A rua e o crack são metáforas dicotômicas que não possuem um significado restrito. A rua e o crack são plurais e singulares, são vida e são morte, são liberdade e escravidão, são conceitos existenciais e subjetivos que dependem da percepção contextual e da pessoa que olha para eles nesse momento e nesse lugar. Suas definições e construções linguísticas vão além do incômodo (CARAVACA- MORERA; PADILHA, 2015, p. 63).

As múltiplas funções na vida cotidiana dos usuários de drogas também são enfatizadas por Silva C. L. da (2012) em seu estudo. Faz-se necessário conhecer a relação que cada pessoa mantém com a substância que utiliza, para assim compreender o lugar que esta ocupa, a sua função e/ou sentido em sua vida. No nosso estudo, os repertórios produzidos sobre as drogas, pelos entrevistados, têm o sentido de um inimigo a ser combatido, pois os participantes posicionam-se na busca de outros sentidos para suas vidas (SILVA, C. L. da, 2012).

Em alguns momentos das suas histórias, o consumo de drogas ocorreu como parte da rotina, desde o acordar até a hora de dormir.

João (L 126-128): Todo não, eu também comia ... eu tava já querendo sair ... antigamente eu no começo, não sobrava nada ... eu cheguei a pesar 53kg ... hoje eu peso 87kg ... diferença muito grande. Eu tava quase morrendo, meu irmão tava assim também.

As histórias de recaídas são contadas por João e Raquel: “Já fiquei quase 1ano sem usar e voltei” (João, L 195); “Quando eu ia pra casa mais ela eu já passei já tia anos, isso em casa, dois anos sem usar. Bença né!?” (Raquel, L 51-52). João afirma que o uso de drogas já foi utilizado como estratégia para amenizar as decepções, a falta de expectativas, a saudade, as tristezas, a solidão, enfim, as agruras dos sofrimentos de sua vida: “Quando eu penso na minha família ... que eu vejo que ela mim deixou na mão e eu fazia de tudo” (João, L 197).

Quando questionados sobre tratamento para a dependência, por exemplo, João cita o Caps AD e o uso de medicações como suporte. Maria e Raquel, por seu turno, buscam na fé o apoio para evitar recaídas, conforme descrito no eixo Apoio espiritual.

João: Já passei pelo Caps AD, tenho registro lá. Até era ontem pra ir buscar meus remédios, tinha consulta também. Esqueci (L 288-289). Antes em Aracaju tava tomando um azulzinho que era pra ansiedade e pra dormir. Até hoje eu não durmo, não sei o que é dormir, mesmo não usando a droga eu estou sem dormir. Às vezes eu fico preocupado com ela também. Eu só ressono qualquer zuadinha eu me acordo e sento. Eu não sei o que é dormir (L 291-294).

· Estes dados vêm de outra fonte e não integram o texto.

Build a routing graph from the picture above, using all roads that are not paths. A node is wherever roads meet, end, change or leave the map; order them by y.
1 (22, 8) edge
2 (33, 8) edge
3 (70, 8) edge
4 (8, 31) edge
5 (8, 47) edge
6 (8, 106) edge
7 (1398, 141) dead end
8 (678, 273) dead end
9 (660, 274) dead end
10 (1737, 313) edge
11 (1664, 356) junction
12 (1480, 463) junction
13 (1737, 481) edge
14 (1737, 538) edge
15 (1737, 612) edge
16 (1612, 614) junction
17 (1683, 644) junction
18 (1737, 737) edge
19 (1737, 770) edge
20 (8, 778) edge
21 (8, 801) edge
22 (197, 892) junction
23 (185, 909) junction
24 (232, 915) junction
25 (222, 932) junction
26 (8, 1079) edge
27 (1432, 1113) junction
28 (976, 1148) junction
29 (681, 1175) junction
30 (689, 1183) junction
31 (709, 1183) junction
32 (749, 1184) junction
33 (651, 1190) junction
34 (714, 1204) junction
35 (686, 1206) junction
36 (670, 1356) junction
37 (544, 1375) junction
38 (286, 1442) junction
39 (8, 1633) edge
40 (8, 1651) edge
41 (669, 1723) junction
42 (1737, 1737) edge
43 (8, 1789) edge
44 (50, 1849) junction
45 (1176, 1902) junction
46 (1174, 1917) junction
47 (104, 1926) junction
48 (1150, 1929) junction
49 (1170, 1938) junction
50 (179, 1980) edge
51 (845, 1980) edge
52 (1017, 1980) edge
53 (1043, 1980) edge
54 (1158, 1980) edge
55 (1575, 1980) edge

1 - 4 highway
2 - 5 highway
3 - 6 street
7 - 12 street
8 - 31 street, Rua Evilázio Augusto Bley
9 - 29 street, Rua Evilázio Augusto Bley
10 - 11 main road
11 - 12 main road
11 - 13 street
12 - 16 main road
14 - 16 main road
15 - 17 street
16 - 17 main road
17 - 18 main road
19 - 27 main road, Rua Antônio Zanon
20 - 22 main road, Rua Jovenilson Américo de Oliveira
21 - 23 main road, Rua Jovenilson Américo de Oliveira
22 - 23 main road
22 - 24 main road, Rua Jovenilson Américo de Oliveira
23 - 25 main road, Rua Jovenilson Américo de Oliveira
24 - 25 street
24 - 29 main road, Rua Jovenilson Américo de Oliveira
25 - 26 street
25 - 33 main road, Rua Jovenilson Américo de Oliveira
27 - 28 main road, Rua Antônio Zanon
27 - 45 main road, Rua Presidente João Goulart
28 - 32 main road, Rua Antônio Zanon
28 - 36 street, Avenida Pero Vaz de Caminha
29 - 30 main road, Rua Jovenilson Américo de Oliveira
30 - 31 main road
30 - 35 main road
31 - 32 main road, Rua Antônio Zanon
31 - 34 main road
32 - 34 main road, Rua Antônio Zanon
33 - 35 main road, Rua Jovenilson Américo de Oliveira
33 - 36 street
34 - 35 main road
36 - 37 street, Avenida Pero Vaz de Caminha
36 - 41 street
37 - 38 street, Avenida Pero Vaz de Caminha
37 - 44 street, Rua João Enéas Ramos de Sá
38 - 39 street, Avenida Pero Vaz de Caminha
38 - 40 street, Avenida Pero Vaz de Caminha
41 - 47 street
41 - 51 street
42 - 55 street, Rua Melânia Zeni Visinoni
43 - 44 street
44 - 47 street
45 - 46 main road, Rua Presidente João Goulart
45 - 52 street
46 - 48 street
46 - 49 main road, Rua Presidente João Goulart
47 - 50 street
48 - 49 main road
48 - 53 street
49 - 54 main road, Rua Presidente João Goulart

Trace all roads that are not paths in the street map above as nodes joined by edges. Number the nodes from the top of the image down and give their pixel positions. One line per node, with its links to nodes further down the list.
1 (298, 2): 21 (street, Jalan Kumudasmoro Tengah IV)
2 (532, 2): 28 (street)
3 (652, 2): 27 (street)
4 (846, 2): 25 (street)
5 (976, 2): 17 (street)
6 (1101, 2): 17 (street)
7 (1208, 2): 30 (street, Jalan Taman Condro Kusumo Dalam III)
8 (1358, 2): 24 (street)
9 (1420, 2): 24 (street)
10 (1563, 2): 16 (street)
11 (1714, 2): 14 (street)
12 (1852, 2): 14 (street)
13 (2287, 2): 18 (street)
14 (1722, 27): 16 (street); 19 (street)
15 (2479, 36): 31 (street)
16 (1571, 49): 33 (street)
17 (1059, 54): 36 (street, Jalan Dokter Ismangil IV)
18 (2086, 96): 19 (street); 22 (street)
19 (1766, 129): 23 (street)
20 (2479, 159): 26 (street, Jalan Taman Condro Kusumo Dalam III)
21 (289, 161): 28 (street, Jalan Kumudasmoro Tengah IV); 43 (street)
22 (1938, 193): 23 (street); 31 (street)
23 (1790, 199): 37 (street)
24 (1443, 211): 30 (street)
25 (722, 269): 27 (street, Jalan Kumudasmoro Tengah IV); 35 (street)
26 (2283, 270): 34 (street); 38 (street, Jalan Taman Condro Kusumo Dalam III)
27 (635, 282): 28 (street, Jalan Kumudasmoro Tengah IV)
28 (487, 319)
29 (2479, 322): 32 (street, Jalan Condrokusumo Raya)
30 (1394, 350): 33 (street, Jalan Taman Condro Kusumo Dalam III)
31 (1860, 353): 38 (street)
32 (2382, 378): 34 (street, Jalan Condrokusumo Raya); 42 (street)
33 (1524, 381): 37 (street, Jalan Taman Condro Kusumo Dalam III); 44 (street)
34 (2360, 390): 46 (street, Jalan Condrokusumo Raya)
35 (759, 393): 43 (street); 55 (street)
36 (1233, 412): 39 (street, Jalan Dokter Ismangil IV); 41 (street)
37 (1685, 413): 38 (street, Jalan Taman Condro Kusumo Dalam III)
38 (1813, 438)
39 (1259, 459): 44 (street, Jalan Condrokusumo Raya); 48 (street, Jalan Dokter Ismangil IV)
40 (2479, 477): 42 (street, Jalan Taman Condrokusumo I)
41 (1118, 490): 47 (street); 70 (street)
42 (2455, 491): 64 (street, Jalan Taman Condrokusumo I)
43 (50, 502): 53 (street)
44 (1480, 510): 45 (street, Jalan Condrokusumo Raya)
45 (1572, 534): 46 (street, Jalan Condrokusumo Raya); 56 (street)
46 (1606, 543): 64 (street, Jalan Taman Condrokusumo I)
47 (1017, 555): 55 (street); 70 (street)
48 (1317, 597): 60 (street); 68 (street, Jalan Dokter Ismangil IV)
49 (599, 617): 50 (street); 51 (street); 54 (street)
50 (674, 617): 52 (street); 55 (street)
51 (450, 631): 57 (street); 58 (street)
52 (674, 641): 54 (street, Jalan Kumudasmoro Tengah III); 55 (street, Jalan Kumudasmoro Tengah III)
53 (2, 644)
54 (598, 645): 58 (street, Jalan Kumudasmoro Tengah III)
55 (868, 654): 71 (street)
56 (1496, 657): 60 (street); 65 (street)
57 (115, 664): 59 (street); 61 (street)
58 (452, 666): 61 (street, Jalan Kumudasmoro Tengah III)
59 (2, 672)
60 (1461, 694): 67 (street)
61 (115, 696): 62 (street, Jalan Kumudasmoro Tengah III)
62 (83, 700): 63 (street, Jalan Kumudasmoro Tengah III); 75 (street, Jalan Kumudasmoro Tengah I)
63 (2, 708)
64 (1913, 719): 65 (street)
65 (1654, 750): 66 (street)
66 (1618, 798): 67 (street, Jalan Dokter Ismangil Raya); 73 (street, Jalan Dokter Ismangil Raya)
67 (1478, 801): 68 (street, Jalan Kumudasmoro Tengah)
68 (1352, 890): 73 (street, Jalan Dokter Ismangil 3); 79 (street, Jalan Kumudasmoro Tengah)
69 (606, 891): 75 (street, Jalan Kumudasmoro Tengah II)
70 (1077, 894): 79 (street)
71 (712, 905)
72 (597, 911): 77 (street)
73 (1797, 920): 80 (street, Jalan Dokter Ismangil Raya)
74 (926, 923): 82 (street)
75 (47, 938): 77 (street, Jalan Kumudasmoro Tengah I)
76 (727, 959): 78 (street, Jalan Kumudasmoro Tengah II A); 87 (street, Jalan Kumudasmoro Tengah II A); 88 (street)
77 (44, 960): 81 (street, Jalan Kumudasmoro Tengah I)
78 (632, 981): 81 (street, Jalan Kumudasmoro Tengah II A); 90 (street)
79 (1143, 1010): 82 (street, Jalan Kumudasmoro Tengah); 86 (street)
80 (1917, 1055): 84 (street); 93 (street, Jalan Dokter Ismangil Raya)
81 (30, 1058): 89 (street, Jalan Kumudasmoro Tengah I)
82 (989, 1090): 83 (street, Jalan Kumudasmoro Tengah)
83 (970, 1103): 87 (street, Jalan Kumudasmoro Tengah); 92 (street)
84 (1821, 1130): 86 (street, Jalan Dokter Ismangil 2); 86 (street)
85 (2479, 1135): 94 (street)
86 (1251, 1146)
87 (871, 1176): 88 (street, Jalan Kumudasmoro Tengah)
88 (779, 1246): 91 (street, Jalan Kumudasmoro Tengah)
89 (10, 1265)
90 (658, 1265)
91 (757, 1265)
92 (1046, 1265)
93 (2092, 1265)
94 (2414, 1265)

Neste estudo, não temos o objetivo de entrar na discussão sobre o uso de drogas pela população de rua. Contamos histórias de vida dessas pessoas, e a relação com as drogas se faz presente. A multifatorialidade da dependência de drogas, como o crack e a vida nas ruas, demandam que ambas as situações sejam compreendidas nas diversas dimensões envolvidas: pessoal, física, psicológica, social, econômica, familiar, além das questões legais e da qualidade de vida.

As situações da vida, que levam homens e mulheres a viverem nas ruas, nos direcionam a uma reflexão, qual seja: mesmo diante das condições de vida degradantes, essas pessoas buscam outros sentidos e reconstroem seus percursos, buscando estratégias para ressignificar suas vidas. Podemos ver, nas histórias contadas, o reflexo de políticas públicas que governam para a morte, e não para a vida, quando permitem a não implementação e a violação dos direitos dessas pessoas (AGAMBEN, 2007).